▸ **BRIEF**
Transcribe all records, preserving every character.
□ □ □ □ □ □ □
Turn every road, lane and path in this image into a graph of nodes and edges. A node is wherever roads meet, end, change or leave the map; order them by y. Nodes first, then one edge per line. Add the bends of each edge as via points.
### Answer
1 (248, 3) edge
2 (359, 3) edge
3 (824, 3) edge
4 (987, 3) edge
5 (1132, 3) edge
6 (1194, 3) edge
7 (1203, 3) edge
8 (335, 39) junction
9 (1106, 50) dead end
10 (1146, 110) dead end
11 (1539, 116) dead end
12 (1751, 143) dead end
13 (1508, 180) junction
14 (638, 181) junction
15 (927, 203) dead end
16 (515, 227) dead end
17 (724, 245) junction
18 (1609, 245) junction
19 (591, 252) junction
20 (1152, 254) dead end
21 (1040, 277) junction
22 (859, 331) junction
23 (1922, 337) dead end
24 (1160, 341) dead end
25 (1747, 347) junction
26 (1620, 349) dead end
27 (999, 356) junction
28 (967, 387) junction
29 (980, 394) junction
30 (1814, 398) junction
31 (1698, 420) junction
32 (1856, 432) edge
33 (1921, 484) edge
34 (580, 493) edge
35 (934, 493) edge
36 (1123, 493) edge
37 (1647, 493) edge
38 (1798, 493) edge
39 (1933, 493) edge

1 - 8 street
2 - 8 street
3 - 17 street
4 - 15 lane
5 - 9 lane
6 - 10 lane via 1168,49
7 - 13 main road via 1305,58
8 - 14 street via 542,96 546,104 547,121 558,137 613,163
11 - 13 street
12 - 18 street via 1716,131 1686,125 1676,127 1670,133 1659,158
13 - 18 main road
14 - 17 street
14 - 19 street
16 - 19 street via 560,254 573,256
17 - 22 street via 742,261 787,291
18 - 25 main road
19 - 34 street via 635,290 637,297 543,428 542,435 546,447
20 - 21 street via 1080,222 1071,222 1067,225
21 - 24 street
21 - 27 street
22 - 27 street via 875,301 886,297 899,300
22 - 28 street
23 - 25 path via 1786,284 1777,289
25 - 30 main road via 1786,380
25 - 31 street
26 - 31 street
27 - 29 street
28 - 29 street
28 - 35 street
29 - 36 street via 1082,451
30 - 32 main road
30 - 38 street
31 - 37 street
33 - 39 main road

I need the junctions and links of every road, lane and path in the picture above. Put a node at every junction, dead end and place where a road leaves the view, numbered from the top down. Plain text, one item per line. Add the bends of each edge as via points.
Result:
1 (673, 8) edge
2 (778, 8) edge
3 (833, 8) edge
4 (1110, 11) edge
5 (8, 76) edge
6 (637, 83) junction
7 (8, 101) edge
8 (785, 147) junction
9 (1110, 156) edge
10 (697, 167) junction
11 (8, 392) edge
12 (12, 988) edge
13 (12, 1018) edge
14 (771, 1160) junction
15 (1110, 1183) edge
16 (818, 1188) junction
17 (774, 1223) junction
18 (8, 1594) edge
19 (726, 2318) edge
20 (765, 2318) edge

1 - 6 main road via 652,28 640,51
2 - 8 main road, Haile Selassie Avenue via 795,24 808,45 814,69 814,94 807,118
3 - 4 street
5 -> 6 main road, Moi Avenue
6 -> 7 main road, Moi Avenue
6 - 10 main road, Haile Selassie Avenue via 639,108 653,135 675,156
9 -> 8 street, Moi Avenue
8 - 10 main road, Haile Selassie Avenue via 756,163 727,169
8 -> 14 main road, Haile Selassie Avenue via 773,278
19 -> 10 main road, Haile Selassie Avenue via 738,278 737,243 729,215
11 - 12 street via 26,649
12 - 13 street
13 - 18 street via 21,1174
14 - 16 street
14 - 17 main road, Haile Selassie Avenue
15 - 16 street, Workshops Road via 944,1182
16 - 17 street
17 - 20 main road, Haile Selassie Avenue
□ □ □ □ □ □ □
▸ **OUTPUT BELOW**
Turn every road, lane and path in this image into a graph of nodes and edges. A node is wherever roads meet, end, change or leave the map; order them by y. Nodes first, then one edge per line. Add the bends of each edge as via points.
### Answer
1 (248, 3) edge
2 (359, 3) edge
3 (824, 3) edge
4 (987, 3) edge
5 (1132, 3) edge
6 (1194, 3) edge
7 (1203, 3) edge
8 (335, 39) junction
9 (1106, 50) dead end
10 (1146, 110) dead end
11 (1539, 116) dead end
12 (1751, 143) dead end
13 (1508, 180) junction
14 (638, 181) junction
15 (927, 203) dead end
16 (515, 227) dead end
17 (724, 245) junction
18 (1609, 245) junction
19 (591, 252) junction
20 (1152, 254) dead end
21 (1040, 277) junction
22 (859, 331) junction
23 (1922, 337) dead end
24 (1160, 341) dead end
25 (1747, 347) junction
26 (1620, 349) dead end
27 (999, 356) junction
28 (967, 387) junction
29 (980, 394) junction
30 (1814, 398) junction
31 (1698, 420) junction
32 (1856, 432) edge
33 (1921, 484) edge
34 (580, 493) edge
35 (934, 493) edge
36 (1123, 493) edge
37 (1647, 493) edge
38 (1798, 493) edge
39 (1933, 493) edge

1 - 8 street
2 - 8 street
3 - 17 street
4 - 15 lane
5 - 9 lane
6 - 10 lane via 1168,49
7 - 13 main road via 1305,58
8 - 14 street via 542,96 546,104 547,121 558,137 613,163
11 - 13 street
12 - 18 street via 1716,131 1686,125 1676,127 1670,133 1659,158
13 - 18 main road
14 - 17 street
14 - 19 street
16 - 19 street via 560,254 573,256
17 - 22 street via 742,261 787,291
18 - 25 main road
19 - 34 street via 635,290 637,297 543,428 542,435 546,447
20 - 21 street via 1080,222 1071,222 1067,225
21 - 24 street
21 - 27 street
22 - 27 street via 875,301 886,297 899,300
22 - 28 street
23 - 25 path via 1786,284 1777,289
25 - 30 main road via 1786,380
25 - 31 street
26 - 31 street
27 - 29 street
28 - 29 street
28 - 35 street
29 - 36 street via 1082,451
30 - 32 main road
30 - 38 street
31 - 37 street
33 - 39 main road

I need the junctions and links of every road, lane and path in the picture above. Put a node at every junction, dead end and place where a road leaves the view, numbered from the top down. Plain text, one item per line. Add the bends of each edge as via points.
Result:
1 (673, 8) edge
2 (778, 8) edge
3 (833, 8) edge
4 (1110, 11) edge
5 (8, 76) edge
6 (637, 83) junction
7 (8, 101) edge
8 (785, 147) junction
9 (1110, 156) edge
10 (697, 167) junction
11 (8, 392) edge
12 (12, 988) edge
13 (12, 1018) edge
14 (771, 1160) junction
15 (1110, 1183) edge
16 (818, 1188) junction
17 (774, 1223) junction
18 (8, 1594) edge
19 (726, 2318) edge
20 (765, 2318) edge

1 - 6 main road via 652,28 640,51
2 - 8 main road, Haile Selassie Avenue via 795,24 808,45 814,69 814,94 807,118
3 - 4 street
5 -> 6 main road, Moi Avenue
6 -> 7 main road, Moi Avenue
6 - 10 main road, Haile Selassie Avenue via 639,108 653,135 675,156
9 -> 8 street, Moi Avenue
8 - 10 main road, Haile Selassie Avenue via 756,163 727,169
8 -> 14 main road, Haile Selassie Avenue via 773,278
19 -> 10 main road, Haile Selassie Avenue via 738,278 737,243 729,215
11 - 12 street via 26,649
12 - 13 street
13 - 18 street via 21,1174
14 - 16 street
14 - 17 main road, Haile Selassie Avenue
15 - 16 street, Workshops Road via 944,1182
16 - 17 street
17 - 20 main road, Haile Selassie Avenue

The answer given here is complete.